What does DAG mean?

What Does DAG Mean?

DAG stands for Directed Acyclic Graph. The term originates from graph theory, but has a central practical significance in data engineering: it describes the dependency structure of tasks or transformation steps that must be executed in a defined order.

A graph consists of nodes and edges. In data engineering, each node corresponds to a task or a data model, and each edge represents a dependency between two tasks. Two additional properties make a graph a DAG:

Directed
Each edge points in a unique direction – from a prerequisite to a dependent task.

Acyclic
There are no cycles. No node can lead back to itself through a chain of dependencies.

Directed and Acyclic – What Does That Mean in Practice?

The difference between a simple graph and a DAG is best illustrated visually. A cycle would mean that task A depends on B, B depends on C – and C depends on A again. That would be an unresolvable dependency loop that allows no execution order.

NOT A DAG – CYCLE PRESENT
Task A → Task B
Task B → Task C
Task C → Task A (Cycle!)
C → A creates a loop – no execution order possible

VALID DAG – ACYCLIC
Task A → Task B
Task A → Task C
Task B → End
Task C → End
Clear direction, no cycle – unambiguous execution order

Why Are DAGs So Important in Data Engineering?

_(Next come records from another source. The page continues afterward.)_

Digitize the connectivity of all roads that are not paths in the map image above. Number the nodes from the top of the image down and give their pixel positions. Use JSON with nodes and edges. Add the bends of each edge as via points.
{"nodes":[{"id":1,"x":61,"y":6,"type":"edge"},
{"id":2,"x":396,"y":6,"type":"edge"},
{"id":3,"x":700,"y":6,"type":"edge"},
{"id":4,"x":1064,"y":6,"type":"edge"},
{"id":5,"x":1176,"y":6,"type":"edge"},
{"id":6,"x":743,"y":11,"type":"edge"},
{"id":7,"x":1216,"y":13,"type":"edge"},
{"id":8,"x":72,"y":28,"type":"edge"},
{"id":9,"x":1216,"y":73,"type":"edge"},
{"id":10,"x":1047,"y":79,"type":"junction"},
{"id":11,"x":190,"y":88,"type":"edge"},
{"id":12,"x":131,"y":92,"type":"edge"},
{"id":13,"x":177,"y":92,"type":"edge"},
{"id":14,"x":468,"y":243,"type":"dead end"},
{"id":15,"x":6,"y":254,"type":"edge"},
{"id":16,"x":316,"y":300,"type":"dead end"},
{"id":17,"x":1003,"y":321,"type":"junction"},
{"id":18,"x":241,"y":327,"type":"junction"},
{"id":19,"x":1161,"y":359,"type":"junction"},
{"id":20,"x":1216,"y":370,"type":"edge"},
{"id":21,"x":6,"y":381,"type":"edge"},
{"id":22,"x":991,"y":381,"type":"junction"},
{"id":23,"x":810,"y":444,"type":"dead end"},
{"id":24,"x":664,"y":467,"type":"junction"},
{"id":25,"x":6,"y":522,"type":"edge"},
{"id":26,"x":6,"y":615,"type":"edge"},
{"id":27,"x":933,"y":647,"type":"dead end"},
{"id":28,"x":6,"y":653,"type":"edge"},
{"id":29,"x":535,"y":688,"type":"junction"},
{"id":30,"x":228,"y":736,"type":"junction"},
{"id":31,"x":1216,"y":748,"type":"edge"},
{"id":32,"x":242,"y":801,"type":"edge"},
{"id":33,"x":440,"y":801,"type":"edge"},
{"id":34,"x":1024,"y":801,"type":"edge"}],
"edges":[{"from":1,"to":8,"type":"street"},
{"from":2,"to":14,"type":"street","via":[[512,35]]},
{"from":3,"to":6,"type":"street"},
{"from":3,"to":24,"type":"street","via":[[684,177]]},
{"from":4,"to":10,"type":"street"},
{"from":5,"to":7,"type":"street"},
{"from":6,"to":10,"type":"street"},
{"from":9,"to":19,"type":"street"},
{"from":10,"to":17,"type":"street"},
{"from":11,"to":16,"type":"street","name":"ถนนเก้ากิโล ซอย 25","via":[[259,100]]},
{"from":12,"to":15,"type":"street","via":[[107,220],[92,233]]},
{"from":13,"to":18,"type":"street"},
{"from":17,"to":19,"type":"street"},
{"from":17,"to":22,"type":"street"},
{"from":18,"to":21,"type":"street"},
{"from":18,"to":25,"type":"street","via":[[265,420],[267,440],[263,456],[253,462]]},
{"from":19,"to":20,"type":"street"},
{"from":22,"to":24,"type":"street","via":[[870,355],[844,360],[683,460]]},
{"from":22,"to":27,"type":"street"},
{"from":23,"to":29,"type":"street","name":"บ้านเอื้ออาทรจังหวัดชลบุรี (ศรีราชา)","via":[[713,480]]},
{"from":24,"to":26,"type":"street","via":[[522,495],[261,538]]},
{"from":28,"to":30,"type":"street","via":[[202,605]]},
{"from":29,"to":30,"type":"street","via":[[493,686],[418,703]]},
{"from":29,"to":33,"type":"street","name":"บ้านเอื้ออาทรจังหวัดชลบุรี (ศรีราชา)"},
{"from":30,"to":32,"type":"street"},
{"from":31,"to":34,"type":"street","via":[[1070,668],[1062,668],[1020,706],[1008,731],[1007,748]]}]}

Data pipelines almost always consist of multiple steps that depend on each other: raw data must be loaded before it can be transformed; transformations must be complete before reports can be updated. A DAG makes these dependencies explicit and machine-readable.

This brings three key advantages: First, a valid execution order can be automatically derived from it. Second, independent steps can be executed in parallel, significantly reducing runtime. Third, when an error occurs, it is immediately clear which downstream steps are affected and which do not need to be recalculated.
Core advantage A DAG is not merely a visualization – it is a formal data structure from which tools like Airflow or dbt automatically derive execution plans, parallelizations, and dependency checks.

DAGs in Practice: dbt and Airflow

Both tools, which were introduced in previous articles, are centrally built on the DAG concept – but at different levels:

Tool Level What a node represents What an edge represents
dbt Core Transformation A SQL model (view or table) A ref() dependency between models
Apache Airflow Orchestration A task (Python, SQL, Bash, …) A » dependency between tasks

In dbt, the DAG is created implicitly through the ref() function: as soon as model B references model A, dbt knows that A must be executed first. Airflow, on the other hand, defines the DAG explicitly in Python code – the developer specifies which tasks precede which others.

A Simple Example

A typical analytics workflow can be represented as a DAG with five nodes. Step 1 must be completed first; steps 2 and 3 are independent of each other and can run in parallel; step 4 waits for both; step 5 concludes.

Step 1 Load raw data Prerequisite for everything that follows
Step 2 Validate schema parallel to step 3
Step 3 Populate staging parallel to step 2
Step 4 Transform dbt models waits for steps 2 and 3
Step 5 Update report Conclusion

Conclusion

The DAG is the conceptual foundation on which modern data engineering tools are built. It makes dependencies between tasks explicit, enables parallel execution, and prevents unresolvable cycles. Anyone who understands dbt Core or Apache Airflow works with DAGs on a daily basis – often without explicitly naming them.